Caratteristiche della terapia breve strategica
La psicoterapia strategica non si basa su di una teoria della natura umana che consenta la formalizzazione dei concetti di 'normalità' e 'patologia', ma si occupa della funzionalità del comportamento di fronte ai problemi dell'esistenza e della convivenza, nella convinzione che non è possibile estrapolare un soggetto dal suo contesto interattivo. Pertanto, se da una parte è efficace nell'eliminare i sintomi o i comportamenti disfunzionali per i quali la persona è venuta in terapia, dall'altra è sicuramente in grado di produrre il cambiamento delle modalità attraverso cui questa costruisce la propria realtà personale e interpersonale, e per questa ragione rappresenta un intervento radicale e duraturo e non una terapia superficiale e meramente sintomatica.
La caratteristica della terapia strategica è quella di non fare riferimento ad una rigida concezione teorica della "natura umana", non avendo un pre-giudizio su come la persona che chiede aiuto dovrebbe essere.

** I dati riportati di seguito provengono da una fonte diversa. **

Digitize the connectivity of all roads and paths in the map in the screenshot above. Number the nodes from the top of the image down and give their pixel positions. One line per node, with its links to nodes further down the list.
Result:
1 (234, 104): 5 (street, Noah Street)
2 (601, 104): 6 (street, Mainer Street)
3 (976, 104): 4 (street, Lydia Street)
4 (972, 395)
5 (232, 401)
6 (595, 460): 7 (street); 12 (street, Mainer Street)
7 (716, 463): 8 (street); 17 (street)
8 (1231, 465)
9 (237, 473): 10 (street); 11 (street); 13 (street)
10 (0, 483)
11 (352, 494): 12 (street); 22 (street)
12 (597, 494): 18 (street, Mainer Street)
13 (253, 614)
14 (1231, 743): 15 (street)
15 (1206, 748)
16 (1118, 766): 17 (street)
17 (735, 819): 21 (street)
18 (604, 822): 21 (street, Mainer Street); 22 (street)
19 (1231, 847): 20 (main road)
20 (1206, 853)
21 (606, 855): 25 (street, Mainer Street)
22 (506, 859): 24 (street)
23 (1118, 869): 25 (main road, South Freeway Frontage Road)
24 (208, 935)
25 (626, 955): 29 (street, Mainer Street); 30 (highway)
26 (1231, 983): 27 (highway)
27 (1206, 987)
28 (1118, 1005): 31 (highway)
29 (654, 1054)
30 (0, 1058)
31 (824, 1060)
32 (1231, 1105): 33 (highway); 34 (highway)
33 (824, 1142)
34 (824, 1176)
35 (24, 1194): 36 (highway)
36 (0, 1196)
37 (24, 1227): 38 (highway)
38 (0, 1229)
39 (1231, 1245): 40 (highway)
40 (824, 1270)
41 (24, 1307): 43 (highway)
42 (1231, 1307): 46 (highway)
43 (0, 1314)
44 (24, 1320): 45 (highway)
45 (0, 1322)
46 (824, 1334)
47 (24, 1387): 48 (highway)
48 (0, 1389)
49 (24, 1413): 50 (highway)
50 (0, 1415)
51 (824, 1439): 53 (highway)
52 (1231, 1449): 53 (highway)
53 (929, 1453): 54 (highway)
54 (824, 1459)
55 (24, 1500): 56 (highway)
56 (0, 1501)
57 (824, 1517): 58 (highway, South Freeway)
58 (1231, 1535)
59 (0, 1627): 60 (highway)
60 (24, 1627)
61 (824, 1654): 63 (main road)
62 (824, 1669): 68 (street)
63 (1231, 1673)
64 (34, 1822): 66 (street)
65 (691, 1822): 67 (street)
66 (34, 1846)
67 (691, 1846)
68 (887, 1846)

Il terapeuta strategico accetta e parte dal mondo nel quale il cliente si muove, focalizzando l'attenzione sul vissuto intrapsichico del cliente e sulle relazioni interdipendenti che ognuno vive con se stesso, con gli altri e con il mondo, in modo da adattare le strategie alle situazioni e non le situazioni ad una teoria.
Il compito del terapeuta si sposta così dalla ricerca delle cause del problema - che certamente ci sono, ma che costituiscono il più delle volte 'variabili assegnate' su cui non si può intervenire - a su 'come funziona' e su 'come si può cambiare' la situazione di disagio.